Brand Name: In a crowded marketplace, brand name authors and books stand out, because they are proven sellers. When you see that book sales are up, please understand that a major brand name outlier like Michelle Obama’s autobiography can skew
Money: Major publishers rely on Brand Name authors and Outliers to afford to stay in business. Only around 20% of authors at those major publishing houses sell more than 20,000 units in a year. That means around 80% of authors at Major publishing houses make less than $20,000 per work in a year.
Marketing: Most book marketing today is done by authors, not by publishers. The time when authors could sit quietly by while their publishers did the marketing is gone. All publishers, large and small, expect that the authors will do extensive marketing. Publishers still have an essential role in creation, distribution, availability, and “behind the scenes” marketing but authors are the face of the brand and they have to be willing to put in the work to represent that brand.
Don’t despair, patience, time, and consistency may get you to the New York Times best Seller list just yet. Here are some ways you can overcome some of the realities listed above.
First and most importantly, forget everything you’ve ever seen or heard about the industry in movies and television. None of it is applicable in today’s publishing industry. Let go of any expectations of how it is “supposed” to be. To paraphrase Garrison Kellior, Publishing is what you make it, make the best of it.
Saturation: There isn’t much you can do to change that but what you can do, is learn how to stand out in the saturated market. Stand out to agents and editors by knowing your genre, your word count norms and formula expectations. Stand out to your market audience by great social media and by playing the “amazon” game. I highly recommend Amazon Decoded by David Gaughran.
Backlist: Build your own backlist! Write 7-10 books in the same or similar genre and in 10 years, you too may be able to profit off backlist titles.
Shelf space: This one may be a bit of an ego check. Ask yourself this question, how will my book being in print benefit me? Most of the time, it won’t. Nope, penny for penny most of the time, print is just about ego. Authors can make more money on audio versions of their books or even gaming/read along apps. Think outside of the printed page.
Brand Name: Build one! Again, stay in one genre and make sure your marketing revolves around your brand. Learn social media, I don’t care how old you are or how much you hate it, this is an absolute must in the current market. I recommend reading, Influencer: Building Your Personal Brand in the Age of Social Media by Brittany Hennessy. Make sure that the information you are ingesting is as up to date as possible because social media influence changes very quickly and so do its users. Don’t waste time on a social media that won’t benefit your brand. Connect to writers and readers of your genre, be authentic, be nice, and write, write, write!

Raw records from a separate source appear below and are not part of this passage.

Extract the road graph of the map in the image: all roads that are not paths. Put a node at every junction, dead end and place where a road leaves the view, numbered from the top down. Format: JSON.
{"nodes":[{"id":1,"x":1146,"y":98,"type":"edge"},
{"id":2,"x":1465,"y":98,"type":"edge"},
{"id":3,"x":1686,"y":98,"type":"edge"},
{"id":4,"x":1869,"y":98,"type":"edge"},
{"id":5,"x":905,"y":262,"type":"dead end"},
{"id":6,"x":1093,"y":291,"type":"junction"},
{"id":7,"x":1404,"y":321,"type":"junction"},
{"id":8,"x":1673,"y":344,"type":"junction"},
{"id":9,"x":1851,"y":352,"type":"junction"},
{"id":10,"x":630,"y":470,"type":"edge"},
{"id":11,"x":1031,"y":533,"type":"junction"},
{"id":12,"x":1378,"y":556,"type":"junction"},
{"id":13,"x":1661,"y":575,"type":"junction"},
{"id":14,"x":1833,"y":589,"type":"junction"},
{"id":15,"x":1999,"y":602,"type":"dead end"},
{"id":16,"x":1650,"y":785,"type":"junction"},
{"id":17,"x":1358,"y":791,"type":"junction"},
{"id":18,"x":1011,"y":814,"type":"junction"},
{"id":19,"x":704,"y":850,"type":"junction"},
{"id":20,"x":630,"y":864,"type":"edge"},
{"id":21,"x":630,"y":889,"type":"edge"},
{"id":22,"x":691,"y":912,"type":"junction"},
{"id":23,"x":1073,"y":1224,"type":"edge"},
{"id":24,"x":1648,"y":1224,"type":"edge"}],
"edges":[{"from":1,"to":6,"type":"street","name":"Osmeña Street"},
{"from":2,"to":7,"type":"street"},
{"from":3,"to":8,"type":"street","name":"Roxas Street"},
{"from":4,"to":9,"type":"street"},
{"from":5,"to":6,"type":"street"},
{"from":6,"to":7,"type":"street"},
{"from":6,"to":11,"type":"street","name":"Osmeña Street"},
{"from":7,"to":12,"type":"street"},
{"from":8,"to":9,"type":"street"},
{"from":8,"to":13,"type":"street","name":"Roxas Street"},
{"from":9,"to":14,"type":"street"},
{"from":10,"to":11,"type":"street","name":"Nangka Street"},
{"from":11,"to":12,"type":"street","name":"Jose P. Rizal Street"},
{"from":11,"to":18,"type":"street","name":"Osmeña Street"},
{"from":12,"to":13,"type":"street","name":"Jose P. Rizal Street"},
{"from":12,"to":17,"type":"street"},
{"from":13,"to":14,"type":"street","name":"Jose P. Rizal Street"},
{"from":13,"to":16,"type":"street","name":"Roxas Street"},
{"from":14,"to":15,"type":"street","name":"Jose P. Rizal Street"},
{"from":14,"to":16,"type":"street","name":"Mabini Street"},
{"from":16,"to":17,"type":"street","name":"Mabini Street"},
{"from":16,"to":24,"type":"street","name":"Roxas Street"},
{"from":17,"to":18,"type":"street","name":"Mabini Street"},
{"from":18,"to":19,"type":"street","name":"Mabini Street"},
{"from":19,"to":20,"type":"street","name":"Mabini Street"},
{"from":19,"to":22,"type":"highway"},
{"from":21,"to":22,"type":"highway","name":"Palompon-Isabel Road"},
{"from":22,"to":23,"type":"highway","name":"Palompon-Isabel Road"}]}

Money: Write because you love it, not to make a million dollars or because you want to be the next outlier. Writing isn’t a lottery ticket, it is excruciatingly hard work. It isn’t a retirement plan either. You have to dedicate tons of time and your own money into making it a success. Think of it like a small business, you need to be able to stay afloat for at least five years without making a profit. The brilliant author, NK Jemisin once commented that not even a Hugo award could keep her afloat as an author. She still had a regular job. Don’t define your author success by how much money you make. Some of the best authors in all of history died poor and some of the worst authors are currently millionaires.
Marketing: Every human that you encounter should know you are an author and they should have a way to buy your book within two clicks on their phones or computers. Make it easy on yourself. You aren’t expected to know everything, just take the time to learn it. I recommend, How To Market a Book by Joanna Penn. Don’t waste energy resenting others for not marketing for you, do it for yourself.